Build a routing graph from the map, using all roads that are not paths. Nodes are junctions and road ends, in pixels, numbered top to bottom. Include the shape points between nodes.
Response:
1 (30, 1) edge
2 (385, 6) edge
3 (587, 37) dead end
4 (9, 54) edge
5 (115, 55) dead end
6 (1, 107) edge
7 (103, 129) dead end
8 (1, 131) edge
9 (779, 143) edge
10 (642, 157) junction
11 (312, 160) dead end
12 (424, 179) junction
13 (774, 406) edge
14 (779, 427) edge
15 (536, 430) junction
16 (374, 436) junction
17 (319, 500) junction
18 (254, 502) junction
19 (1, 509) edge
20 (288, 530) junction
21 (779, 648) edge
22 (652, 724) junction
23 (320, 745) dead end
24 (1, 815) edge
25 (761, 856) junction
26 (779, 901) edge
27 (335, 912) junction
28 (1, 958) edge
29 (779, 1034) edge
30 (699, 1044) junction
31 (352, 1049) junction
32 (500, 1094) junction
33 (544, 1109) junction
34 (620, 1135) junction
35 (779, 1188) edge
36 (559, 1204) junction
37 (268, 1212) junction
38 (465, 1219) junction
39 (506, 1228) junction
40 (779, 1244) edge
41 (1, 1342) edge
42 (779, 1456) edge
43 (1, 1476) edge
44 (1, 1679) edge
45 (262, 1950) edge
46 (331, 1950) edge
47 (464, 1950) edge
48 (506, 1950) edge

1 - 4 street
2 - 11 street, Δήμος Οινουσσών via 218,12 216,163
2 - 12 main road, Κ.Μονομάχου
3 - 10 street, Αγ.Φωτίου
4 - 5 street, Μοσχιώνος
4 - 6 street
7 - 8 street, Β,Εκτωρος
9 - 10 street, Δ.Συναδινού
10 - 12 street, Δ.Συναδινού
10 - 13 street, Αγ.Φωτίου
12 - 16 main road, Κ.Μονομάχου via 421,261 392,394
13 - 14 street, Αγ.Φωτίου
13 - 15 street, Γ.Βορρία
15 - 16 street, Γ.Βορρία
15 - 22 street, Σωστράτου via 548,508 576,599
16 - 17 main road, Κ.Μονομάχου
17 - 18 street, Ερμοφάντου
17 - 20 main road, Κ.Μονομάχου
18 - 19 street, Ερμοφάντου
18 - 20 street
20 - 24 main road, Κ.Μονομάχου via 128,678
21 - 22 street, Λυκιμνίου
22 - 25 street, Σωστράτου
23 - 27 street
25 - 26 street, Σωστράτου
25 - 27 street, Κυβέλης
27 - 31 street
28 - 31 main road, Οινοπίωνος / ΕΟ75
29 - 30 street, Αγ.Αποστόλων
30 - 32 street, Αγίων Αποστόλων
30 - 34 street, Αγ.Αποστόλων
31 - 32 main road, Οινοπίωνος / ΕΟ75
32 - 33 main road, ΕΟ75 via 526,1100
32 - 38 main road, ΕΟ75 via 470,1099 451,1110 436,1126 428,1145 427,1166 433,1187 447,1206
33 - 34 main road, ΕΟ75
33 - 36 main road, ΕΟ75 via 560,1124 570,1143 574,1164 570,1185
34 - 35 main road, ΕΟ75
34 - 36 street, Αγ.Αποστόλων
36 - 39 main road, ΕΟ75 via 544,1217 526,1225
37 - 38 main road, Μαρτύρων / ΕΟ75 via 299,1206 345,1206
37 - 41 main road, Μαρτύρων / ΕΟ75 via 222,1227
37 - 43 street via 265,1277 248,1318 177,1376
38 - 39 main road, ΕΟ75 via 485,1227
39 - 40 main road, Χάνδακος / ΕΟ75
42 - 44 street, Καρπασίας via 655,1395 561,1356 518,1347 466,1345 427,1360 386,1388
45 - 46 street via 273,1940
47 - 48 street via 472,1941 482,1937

▸ WHAT YOU ARE ASKED TO DO
Read through the entries and copy every line that includes "Φωτίου".

▸ EXERCISE OUTPUT
3 - 10 street, Αγ.Φωτίου
10 - 13 street, Αγ.Φωτίου
13 - 14 street, Αγ.Φωτίου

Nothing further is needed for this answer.